The fact that the Secretary of Defense fired the Secretary of the Air Force and the Air Force Chief of Staff indicates there was a lot more going on. The second citation I provided shows a failed system, not something that could be blamed on a group of outlaw forge shop workers. I am certain the Secretary of the Air Force and the Air Force Chief of Staff would have welcomed some clearly defined scapegoats, and probably tried to convince the Secretary of Defense of them, but their heads rolled anyway. Perhaps the Barksdale incident was the first time the Air Force physically lost nukes, but then, how would we be know? The storage, movement, and loss of nuclear weapons is classified.

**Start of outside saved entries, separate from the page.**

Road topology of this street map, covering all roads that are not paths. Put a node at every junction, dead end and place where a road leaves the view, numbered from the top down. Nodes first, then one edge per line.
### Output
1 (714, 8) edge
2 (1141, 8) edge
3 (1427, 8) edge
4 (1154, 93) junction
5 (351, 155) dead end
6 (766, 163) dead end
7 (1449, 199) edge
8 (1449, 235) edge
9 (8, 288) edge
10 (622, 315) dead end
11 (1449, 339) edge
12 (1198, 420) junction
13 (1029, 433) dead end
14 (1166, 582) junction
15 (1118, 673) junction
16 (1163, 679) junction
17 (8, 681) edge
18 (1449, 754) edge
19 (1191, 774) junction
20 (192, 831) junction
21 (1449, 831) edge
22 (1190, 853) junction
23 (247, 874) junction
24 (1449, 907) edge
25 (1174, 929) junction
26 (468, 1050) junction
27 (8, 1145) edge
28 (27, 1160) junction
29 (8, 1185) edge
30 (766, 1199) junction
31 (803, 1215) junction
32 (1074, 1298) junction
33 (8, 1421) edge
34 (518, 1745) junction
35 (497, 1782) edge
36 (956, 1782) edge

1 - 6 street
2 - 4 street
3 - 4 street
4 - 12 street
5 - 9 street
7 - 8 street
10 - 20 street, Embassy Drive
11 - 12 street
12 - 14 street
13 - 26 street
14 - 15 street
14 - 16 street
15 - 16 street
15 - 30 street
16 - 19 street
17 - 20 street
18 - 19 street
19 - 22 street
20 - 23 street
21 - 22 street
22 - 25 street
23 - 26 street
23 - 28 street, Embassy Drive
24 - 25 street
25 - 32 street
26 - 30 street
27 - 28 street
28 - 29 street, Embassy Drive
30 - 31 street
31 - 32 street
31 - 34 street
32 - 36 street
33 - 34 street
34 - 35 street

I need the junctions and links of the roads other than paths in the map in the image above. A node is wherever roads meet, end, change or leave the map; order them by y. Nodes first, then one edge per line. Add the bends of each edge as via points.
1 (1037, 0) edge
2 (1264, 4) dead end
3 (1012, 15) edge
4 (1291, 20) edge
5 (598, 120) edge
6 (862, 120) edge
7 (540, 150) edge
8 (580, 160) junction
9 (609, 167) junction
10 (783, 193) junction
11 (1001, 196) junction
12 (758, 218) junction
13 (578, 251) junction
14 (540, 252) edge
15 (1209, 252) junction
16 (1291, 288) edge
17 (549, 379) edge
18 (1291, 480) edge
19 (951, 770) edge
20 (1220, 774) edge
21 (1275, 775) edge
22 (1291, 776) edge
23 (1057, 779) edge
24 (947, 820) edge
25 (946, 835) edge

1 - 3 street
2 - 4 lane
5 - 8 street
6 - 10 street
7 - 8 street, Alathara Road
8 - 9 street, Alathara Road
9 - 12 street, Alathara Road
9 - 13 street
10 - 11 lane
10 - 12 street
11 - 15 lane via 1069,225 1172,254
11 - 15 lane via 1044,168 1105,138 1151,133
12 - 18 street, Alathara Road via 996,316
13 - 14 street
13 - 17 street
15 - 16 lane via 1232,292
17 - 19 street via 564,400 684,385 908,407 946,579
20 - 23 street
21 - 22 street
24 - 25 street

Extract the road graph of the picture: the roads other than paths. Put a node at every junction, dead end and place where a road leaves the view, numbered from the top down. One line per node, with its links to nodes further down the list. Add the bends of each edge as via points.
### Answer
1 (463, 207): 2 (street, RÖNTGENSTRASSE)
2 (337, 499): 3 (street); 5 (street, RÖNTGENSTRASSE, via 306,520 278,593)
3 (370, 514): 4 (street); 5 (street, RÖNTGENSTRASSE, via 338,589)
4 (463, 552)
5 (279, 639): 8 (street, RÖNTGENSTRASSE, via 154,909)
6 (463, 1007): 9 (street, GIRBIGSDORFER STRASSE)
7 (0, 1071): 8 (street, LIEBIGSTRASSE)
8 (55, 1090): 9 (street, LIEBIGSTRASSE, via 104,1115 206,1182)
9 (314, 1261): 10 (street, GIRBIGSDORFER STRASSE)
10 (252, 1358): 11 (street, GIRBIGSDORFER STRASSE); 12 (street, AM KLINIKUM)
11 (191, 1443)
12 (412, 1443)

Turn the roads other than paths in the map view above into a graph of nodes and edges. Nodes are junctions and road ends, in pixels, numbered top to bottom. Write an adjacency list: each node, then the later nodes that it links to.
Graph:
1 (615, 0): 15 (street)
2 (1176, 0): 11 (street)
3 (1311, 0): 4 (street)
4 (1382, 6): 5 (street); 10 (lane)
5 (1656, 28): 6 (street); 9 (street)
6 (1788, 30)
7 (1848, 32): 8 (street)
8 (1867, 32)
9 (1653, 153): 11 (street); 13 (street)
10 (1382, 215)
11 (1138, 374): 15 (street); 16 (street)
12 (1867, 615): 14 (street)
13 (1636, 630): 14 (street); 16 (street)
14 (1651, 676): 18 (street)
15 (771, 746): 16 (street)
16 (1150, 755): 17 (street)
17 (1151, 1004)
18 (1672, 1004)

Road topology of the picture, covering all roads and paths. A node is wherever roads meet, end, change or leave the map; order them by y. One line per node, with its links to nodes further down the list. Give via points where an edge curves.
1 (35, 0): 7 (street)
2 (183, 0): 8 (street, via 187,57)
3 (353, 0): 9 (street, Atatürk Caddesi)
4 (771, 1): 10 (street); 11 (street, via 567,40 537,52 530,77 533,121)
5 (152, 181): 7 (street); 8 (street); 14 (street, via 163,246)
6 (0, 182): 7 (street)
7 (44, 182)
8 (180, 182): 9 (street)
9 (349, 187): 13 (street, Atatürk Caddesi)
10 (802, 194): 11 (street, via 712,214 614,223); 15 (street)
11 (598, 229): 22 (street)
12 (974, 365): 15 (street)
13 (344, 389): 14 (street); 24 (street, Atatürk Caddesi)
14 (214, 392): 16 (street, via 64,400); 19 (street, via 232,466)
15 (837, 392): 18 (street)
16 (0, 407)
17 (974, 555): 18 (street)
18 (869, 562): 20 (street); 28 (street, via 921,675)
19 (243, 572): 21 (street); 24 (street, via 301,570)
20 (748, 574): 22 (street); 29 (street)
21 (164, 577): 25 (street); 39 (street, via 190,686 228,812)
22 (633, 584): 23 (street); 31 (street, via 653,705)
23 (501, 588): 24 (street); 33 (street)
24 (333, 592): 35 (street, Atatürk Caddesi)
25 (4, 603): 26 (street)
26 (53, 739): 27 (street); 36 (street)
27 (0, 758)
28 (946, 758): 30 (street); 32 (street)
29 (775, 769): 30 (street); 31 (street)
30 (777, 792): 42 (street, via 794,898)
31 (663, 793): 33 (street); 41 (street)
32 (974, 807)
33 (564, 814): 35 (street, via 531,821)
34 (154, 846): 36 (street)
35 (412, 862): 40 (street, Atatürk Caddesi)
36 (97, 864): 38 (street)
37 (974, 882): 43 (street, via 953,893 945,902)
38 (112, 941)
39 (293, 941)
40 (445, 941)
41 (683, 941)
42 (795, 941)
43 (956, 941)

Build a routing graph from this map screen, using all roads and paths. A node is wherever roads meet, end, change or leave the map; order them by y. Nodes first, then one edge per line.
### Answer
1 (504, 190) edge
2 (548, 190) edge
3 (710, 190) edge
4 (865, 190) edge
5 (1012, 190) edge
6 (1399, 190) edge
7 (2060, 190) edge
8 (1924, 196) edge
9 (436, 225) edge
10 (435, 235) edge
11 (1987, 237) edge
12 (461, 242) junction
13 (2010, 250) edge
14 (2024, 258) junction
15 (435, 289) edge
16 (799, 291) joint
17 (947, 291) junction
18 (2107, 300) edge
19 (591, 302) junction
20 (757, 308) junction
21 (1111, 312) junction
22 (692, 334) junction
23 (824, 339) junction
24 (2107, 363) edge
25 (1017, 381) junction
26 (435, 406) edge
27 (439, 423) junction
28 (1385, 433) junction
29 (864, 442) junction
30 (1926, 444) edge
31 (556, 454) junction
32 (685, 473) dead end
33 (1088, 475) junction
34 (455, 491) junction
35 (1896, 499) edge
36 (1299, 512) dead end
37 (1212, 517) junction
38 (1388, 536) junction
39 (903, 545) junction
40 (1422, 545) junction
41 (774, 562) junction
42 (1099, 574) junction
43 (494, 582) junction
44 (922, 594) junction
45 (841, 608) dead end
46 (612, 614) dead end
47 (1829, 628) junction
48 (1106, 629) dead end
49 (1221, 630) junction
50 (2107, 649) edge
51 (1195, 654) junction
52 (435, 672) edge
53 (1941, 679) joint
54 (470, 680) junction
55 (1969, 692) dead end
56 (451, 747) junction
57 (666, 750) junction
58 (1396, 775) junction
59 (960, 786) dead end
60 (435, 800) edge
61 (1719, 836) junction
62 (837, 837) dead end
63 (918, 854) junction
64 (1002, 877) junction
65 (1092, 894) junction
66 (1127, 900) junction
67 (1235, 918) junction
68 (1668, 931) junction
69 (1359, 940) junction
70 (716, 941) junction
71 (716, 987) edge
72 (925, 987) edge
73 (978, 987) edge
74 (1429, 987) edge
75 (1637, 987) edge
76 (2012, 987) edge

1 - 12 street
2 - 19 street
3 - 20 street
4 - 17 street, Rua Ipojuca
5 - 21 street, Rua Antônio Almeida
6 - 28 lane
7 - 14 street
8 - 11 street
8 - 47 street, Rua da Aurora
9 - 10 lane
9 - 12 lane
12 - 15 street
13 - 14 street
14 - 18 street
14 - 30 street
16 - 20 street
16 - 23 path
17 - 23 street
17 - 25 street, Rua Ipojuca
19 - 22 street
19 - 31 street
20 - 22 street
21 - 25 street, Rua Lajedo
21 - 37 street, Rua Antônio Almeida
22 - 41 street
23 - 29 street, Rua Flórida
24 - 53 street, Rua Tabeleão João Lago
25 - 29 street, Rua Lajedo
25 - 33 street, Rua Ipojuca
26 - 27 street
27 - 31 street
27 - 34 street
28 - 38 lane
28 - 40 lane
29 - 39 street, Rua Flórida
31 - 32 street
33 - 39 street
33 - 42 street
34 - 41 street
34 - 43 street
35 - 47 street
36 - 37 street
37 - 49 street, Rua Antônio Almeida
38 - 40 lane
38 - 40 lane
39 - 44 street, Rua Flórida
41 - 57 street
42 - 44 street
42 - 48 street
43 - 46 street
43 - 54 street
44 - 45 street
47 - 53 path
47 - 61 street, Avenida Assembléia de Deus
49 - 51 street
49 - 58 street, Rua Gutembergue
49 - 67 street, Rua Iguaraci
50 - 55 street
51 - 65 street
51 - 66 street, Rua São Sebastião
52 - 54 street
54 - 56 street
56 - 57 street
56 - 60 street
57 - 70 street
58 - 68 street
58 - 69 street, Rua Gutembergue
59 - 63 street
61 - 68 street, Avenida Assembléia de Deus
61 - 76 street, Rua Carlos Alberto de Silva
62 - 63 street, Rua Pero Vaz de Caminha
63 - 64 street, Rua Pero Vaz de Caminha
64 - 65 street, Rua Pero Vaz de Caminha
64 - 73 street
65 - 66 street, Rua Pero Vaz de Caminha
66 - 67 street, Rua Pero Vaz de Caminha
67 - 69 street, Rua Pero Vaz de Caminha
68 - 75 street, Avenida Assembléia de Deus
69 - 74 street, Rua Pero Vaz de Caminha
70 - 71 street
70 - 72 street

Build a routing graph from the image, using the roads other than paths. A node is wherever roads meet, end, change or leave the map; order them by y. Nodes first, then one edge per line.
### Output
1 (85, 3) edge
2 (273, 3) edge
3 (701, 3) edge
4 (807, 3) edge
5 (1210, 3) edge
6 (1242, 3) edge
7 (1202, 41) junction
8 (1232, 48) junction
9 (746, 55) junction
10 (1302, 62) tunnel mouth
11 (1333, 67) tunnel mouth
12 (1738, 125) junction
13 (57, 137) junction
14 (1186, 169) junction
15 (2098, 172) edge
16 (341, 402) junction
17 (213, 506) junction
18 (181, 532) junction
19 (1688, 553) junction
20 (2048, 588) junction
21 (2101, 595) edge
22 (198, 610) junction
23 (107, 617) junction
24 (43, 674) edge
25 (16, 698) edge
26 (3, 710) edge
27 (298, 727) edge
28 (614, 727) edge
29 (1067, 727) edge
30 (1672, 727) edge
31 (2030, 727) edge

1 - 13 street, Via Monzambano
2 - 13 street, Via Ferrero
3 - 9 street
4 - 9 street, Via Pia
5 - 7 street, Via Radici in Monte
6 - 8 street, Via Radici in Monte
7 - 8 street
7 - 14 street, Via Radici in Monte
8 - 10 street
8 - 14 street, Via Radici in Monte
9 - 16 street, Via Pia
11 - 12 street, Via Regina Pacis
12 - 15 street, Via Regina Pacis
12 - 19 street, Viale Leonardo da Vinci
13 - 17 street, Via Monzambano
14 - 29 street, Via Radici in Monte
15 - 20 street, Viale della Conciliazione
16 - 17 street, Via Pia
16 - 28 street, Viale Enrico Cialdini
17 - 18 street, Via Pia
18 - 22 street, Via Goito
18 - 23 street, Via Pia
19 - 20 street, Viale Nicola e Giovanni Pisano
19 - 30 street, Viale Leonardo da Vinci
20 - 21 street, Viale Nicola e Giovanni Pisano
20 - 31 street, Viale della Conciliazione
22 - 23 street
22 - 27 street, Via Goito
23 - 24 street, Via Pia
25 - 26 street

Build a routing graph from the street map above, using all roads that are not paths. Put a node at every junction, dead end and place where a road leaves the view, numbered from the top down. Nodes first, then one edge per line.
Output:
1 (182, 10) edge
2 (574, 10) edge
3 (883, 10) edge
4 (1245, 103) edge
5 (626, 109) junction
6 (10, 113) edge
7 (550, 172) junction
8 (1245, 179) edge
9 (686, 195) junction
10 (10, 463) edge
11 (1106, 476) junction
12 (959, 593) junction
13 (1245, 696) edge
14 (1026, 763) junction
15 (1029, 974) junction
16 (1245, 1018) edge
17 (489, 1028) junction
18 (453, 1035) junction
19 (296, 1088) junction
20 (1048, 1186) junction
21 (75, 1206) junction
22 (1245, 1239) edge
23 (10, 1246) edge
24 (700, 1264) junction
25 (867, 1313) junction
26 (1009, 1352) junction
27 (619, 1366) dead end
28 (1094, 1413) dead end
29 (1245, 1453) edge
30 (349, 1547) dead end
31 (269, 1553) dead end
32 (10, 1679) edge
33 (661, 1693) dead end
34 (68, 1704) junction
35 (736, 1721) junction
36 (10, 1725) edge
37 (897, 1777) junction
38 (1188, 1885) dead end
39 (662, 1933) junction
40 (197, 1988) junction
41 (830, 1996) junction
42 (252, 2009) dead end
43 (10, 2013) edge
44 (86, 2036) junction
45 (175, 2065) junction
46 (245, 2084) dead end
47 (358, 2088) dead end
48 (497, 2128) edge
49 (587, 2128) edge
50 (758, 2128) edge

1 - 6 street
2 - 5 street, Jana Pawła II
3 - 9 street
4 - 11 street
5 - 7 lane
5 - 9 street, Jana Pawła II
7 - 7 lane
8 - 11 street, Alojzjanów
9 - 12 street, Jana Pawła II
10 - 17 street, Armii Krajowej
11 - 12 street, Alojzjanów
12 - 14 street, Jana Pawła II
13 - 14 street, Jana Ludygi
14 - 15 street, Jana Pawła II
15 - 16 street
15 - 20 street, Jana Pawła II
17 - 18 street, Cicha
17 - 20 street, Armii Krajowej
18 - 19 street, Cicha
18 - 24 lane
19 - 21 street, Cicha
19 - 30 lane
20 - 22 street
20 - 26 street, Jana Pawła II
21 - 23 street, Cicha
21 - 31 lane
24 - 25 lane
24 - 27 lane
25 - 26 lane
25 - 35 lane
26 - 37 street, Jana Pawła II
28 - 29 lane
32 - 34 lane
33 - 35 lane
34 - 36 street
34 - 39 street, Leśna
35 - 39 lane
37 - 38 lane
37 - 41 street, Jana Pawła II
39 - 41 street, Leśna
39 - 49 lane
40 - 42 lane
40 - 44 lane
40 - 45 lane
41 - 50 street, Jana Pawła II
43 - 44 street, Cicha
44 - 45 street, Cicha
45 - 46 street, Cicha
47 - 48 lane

I read through this thread again. It seems that during the course of discussion the understanding of the "low-numbered problem" has changed from "it is impossible to tell which of the low numbered receivers are unsafe and therefore one should avoid shooting any of them" to "all of the low numbered receivers are faulty and none should be used."
Is that correct?

I agree it has all gotten murky. I could give a recommendation one way or another. This thread has been evolving over five years, and as I have learned more, the more I am leery of all old firearms. These things have real risks. I do think there should be a counterbalancing narrative to Dr Lyons and his adherents.

http://m1903.com/03rcvrfail/

Some Observations On The Failure Of U.S. Model 1903 Rifle Receivers

Dr Lyon’s risk analysis is all based on the list in Hatcher’s Notebook, which is an incomplete list. It is really disturbing to realize that Dr Lyon is a medical Doctor (might be a reason 120,000 people die each year to medical mistakes) and to see that his analysis ignores underlying causes. Dr Lyon’s is not interested why these things break, he is analyzing a data base and providing misleading risk statistics. For him, the characteristics of low number receivers are irrelevant. The technology of the era, the poor quality of the steel, the lack of process control technology, these are things ignored in Dr Lyon’s analysis. It is as if low number failures have no assignable causes: the receivers just blow up randomly. No rime or reason to it, just acts of God, totally unknowable and unforeseeable. Well that is not true, there are reasons why these receivers are structurally deficient.

Shooters with low number receivers should gather all the information they can, and decide on their own what to do with their low number receiver.

Or go ask Mom and Dad. Dad will probably tell you to go ahead and blow your fool head off, and Mom will tell you not to shoot your eye out. ;)
 
difference

If there is really no precise way to tell without ruining the receiver, what is the difference?

The difference - and there is a difference - is that if ALL of the receivers are faulty, then shooting one involves more than just an assumption of risk. One moves from "it might blow/it might not" to "It will blow sooner or later."
 
If there is really no precise way to tell without ruining the receiver, what is the difference?

I don't want a fragmentation grenade going off in front of my face, because, I am not immune to the effects of blast and high velocity metal fragments. I found a 1917 vintage account, in the Arms and the Man, where the author mentions a shooter who lost half his face when his Springfield fragmented. I want to keep my face, eyes, hands, basically all the body parts I was issued with.

So, if the receiver is going to fail, either to a cartridge in the chamber, or to a hammer blow, I will take the hammer blow.